3. MODELING
The model catalyst pellet is assumed as an isothermal and isobaric sphere for common simplicity, and a 1-dimensional steady state continuum model can be used to describe the reaction-diffusion process in the pellet.
The hierarchical pore structure prepared can be simplified as Figure 1 based on the preparation method of the meso-macroporous SiO2 monoliths in section 2.1. At typical industrial conditions of cobalt-based FTS, the hydrocarbons products (especially waxes) could condense and accumulate in pores and form a thin liquid layer on the external surface of the pellet. Therefore, the syngas must solubilize in the liquid film first and further diffuse into the pores and reach the internal active sites, accompanying with FTS reaction5,7-9,14,38,42-44. The external diffusion limitations in the gas and liquid films were assumed to be negligible because of the high gas linear velocity employed in industrial reactors45. Since the mesopores formed by ammonia solution etching were mainly dispersed on the internal surface of the macropores and diffusion length in mesopores was relatively short, the internal diffusion limitations in such mesopores was not considered in the pellet modeling.
The following Eq.(1) was adopted to describe the overall stoichiometry of FTS on cobalt catalyst, according to the assumption by Mandic5 to the average molecular weight of hydrocarbon products for their kinetics experiments with 0.48%Re-25%Co/Al2O3 catalyst.
\(CO+\left(\frac{13}{6}\right)H_{2}=H_{2}O+(\frac{1}{6})C_{6}H_{14}\)(1)
Fick’s law has been widely used in describing the internal transport process in FTS catalyst pellet 5,8,14,45. For an isothermal spherical pellet, the generalized reaction–diffusion continuity equation at steady state can be expressed as:
\(\frac{1}{x^{2}}\bullet\frac{d}{\text{dx}}\left(x^{2}\bullet\frac{d\Psi_{i}}{\text{dx}}\right)+\upsilon_{i}\cdot(\phi_{i}^{{}^{\prime}})^{2}\cdot{\overline{R}}_{\text{CO}}=0\)(2)

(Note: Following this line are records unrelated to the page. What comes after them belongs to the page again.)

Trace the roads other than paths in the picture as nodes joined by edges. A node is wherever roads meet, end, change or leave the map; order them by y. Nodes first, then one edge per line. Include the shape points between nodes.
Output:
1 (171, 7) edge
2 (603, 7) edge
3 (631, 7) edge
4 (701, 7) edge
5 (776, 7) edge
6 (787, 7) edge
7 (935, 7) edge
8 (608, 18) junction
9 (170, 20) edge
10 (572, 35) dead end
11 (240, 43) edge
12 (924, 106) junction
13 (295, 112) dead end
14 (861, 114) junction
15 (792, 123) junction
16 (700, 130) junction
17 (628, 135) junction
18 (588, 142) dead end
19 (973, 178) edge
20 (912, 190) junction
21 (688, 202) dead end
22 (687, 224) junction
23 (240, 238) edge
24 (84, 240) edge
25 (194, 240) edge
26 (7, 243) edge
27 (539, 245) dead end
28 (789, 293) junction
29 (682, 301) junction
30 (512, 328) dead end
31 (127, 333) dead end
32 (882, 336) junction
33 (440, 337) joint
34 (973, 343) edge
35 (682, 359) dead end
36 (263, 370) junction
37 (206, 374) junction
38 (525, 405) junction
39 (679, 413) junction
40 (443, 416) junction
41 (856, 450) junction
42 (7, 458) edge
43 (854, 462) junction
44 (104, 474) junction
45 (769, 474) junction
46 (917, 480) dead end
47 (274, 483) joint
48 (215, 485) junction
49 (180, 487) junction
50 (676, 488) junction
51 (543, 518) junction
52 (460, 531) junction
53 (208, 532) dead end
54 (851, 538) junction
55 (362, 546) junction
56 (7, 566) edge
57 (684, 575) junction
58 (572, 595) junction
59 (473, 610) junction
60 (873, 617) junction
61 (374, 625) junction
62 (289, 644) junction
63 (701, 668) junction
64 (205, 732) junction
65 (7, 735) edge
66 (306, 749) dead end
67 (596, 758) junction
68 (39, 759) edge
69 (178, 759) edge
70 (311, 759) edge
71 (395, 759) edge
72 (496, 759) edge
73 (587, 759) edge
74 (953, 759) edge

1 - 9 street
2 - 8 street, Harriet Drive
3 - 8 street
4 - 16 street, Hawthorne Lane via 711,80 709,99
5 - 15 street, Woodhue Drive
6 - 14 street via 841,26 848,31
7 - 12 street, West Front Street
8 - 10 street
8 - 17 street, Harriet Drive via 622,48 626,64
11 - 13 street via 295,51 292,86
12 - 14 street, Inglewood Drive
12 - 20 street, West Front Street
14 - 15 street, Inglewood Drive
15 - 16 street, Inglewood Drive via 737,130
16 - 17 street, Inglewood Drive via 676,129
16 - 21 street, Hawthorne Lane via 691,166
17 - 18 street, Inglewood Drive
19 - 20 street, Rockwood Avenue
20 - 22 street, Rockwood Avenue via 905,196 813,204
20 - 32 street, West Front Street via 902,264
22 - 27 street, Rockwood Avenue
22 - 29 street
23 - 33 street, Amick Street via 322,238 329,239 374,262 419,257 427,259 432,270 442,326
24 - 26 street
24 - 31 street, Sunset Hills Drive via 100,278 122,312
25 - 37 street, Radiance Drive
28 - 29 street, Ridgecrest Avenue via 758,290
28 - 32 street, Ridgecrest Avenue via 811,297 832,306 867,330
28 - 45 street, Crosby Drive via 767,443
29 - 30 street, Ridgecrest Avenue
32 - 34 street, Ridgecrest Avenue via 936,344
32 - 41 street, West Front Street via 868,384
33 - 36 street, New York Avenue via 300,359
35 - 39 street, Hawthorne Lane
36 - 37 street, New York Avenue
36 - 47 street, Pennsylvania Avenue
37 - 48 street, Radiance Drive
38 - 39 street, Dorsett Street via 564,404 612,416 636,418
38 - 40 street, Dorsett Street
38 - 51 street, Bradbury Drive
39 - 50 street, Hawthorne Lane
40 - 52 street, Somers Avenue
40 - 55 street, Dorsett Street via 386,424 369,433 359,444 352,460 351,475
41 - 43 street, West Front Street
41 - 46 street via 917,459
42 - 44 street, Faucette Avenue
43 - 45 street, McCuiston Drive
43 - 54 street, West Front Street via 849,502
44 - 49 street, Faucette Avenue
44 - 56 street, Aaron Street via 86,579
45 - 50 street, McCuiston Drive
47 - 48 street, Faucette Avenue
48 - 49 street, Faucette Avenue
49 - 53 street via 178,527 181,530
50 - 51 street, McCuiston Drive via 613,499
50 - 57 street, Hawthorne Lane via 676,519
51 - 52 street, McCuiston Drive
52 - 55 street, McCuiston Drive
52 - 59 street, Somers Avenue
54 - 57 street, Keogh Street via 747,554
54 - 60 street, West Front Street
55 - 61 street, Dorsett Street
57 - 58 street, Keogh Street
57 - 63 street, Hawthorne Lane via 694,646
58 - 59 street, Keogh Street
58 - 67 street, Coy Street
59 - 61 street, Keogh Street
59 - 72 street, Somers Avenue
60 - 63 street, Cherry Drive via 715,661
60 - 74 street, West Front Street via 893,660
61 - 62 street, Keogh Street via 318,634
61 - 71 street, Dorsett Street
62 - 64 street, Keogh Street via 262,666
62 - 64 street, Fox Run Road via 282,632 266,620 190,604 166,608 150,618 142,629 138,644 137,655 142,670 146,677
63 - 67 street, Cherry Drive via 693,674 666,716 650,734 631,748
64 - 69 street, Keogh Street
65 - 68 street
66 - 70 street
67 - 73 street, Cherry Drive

The boundary conditions are given as:
\(x=0:\ \frac{d\Psi_{i}}{\text{dx}}=0\) (3)
\(x=1:\Psi_{i}=\ \frac{c_{i}^{s}}{c_{\text{CO}}^{s}}\) (4)

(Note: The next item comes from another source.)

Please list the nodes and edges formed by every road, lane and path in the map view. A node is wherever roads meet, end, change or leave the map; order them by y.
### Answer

Herein, \(x\) is the dimensionless distance to the center of the pellet\(,\ x=\frac{r}{r_{p}}\).\(\Psi_{i}=\ \frac{c_{i}}{c_{\text{CO}}^{s}}\ \)represents the local dimensionless concentration of component i (i = CO, H2, H2O and C6H14).\({\overline{R}}_{\text{CO}}=\ \frac{R_{\text{CO}}}{R_{\text{CO}}^{s}}\)is the dimensionless reaction rate of CO. \(\upsilon_{i}\ \)is the stoichiometric coefficient, and equals -1, -13/6, 1 and 1/6 respectively for CO, H2, H2O and C6H14. The dimensionless group\(\phi_{i}^{{}^{\prime}}=r_{p}{(\frac{\rho_{P}\left(-R_{\text{CO}}^{s}\right)}{(D_{e,i}\cdot C_{\text{CO}}^{S})})}^{1/2}\)is comprised of the radius of the pellet, \(r_{p}\), the pellet density,\(\rho_{p}\), CO consumption rate at the external surface of the pellet,\(R_{\text{CO}}^{s}\), the effective diffusion coefficient of componenti ,\(\ D_{e,i}\), and CO concentration at the external surface,\(C_{\text{CO}}^{S}\).